Reaction of Cytochrome bo₃, with Oxygen: Extra Redox Center(s) are Present in the Protein

The reaction of oxygen with cytochrome bo₃, a quinol oxidase from Escherichia coli, has been studied by resonance Raman scattering after initiation of the reaction by CO photolysis in a continuous flow apparatus and by directly mixing the enzyme with oxygen. The high-frequency region of the spectrum was monitored to determine the time evolution of the spin, oxidation, and coordination states of heme O and the oxidation state of heme B by using newly established marker lines for each heme. Three phases of the reaction were detected. In phase I, complete in 75µs, O₂ reacted with heme O and formed a low-spin ferric or ferryl adduct without significant oxidation of heme B. In phase II, between 75 and 120 µs, a small fraction of heme B was oxidized. In phase III, at ~1 s, the majority of heme B was oxidized and heme O reverted to a high-spin ferric state. The high rate of oxygen reduction at heme O to the three- or four-electron reduced level, despite a very low rate of heme B oxidation, indicates that there are electron donors active in the enzyme other than the metal centers. Assays of our enzyme preparations rule out a quinol in the tight binding (Q_H) site as a possible donor but instead suggest electron donation from the protein matrix, such as from tryptophans or tyrosines.
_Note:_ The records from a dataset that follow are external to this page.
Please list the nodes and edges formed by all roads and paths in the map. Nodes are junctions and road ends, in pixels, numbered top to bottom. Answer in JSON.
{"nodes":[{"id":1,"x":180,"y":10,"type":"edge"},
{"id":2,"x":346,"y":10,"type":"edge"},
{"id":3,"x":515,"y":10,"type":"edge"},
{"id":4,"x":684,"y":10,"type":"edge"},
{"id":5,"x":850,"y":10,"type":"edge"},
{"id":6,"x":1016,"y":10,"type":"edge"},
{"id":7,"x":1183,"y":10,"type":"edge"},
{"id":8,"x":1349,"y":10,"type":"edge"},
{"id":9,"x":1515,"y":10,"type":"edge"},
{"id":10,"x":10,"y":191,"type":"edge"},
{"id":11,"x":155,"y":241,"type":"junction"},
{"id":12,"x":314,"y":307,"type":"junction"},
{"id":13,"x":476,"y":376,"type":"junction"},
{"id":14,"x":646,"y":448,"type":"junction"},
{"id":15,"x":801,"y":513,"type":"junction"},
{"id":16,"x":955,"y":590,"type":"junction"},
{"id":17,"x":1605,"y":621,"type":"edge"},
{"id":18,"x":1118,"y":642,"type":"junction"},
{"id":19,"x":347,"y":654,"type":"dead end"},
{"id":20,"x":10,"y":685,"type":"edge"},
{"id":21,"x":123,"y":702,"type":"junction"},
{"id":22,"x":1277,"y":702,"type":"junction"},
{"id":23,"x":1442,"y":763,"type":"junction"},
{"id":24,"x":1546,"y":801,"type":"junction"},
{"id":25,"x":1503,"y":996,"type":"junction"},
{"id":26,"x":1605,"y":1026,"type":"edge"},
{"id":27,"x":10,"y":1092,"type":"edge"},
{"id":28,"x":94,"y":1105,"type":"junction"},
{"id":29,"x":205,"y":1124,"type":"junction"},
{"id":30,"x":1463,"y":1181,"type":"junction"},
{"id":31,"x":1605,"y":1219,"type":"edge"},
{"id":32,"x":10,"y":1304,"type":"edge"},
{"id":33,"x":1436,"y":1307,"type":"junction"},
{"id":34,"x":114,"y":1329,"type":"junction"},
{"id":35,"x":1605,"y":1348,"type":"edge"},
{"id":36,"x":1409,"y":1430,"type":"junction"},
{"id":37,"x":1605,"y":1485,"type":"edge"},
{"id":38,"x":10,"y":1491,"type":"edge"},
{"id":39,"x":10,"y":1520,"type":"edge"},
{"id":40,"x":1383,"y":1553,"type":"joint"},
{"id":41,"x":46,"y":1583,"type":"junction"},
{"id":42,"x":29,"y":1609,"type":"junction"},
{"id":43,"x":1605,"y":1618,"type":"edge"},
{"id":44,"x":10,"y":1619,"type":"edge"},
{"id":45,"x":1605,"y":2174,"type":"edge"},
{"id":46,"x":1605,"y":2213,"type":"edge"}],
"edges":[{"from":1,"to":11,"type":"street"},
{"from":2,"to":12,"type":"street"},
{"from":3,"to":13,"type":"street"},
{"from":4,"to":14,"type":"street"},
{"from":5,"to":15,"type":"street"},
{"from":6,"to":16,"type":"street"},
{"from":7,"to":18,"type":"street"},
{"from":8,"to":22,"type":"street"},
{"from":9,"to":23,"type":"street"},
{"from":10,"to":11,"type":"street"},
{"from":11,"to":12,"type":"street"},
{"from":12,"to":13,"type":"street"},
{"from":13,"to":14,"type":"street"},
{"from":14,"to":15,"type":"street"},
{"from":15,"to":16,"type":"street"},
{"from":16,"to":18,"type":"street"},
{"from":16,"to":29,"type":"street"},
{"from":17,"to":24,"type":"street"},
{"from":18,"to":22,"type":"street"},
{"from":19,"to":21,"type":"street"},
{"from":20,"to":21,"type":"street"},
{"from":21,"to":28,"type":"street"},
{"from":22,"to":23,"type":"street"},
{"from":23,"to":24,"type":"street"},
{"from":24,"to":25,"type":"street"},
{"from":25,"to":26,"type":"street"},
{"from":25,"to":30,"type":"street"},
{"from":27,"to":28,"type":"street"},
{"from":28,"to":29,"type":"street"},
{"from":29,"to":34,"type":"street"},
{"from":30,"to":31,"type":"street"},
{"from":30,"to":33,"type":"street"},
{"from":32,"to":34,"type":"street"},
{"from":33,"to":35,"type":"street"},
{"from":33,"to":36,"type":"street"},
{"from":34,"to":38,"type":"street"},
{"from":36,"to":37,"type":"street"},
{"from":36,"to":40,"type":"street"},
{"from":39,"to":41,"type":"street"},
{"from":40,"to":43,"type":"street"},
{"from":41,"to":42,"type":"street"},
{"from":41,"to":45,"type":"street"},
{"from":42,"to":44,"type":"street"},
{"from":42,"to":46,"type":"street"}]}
Three Tryptophans (W280, W282, and W331) and one tyrosine (Y288) are postulated as candidates for such a role, and their location near the binuclear center suggests that the donor electrons follow a pathway directly to the heme O-Cu_B binuclear center without passing through heme B. The donors that participate in the catalytic mechanism in vitro may also play a functional role under physiological conditions.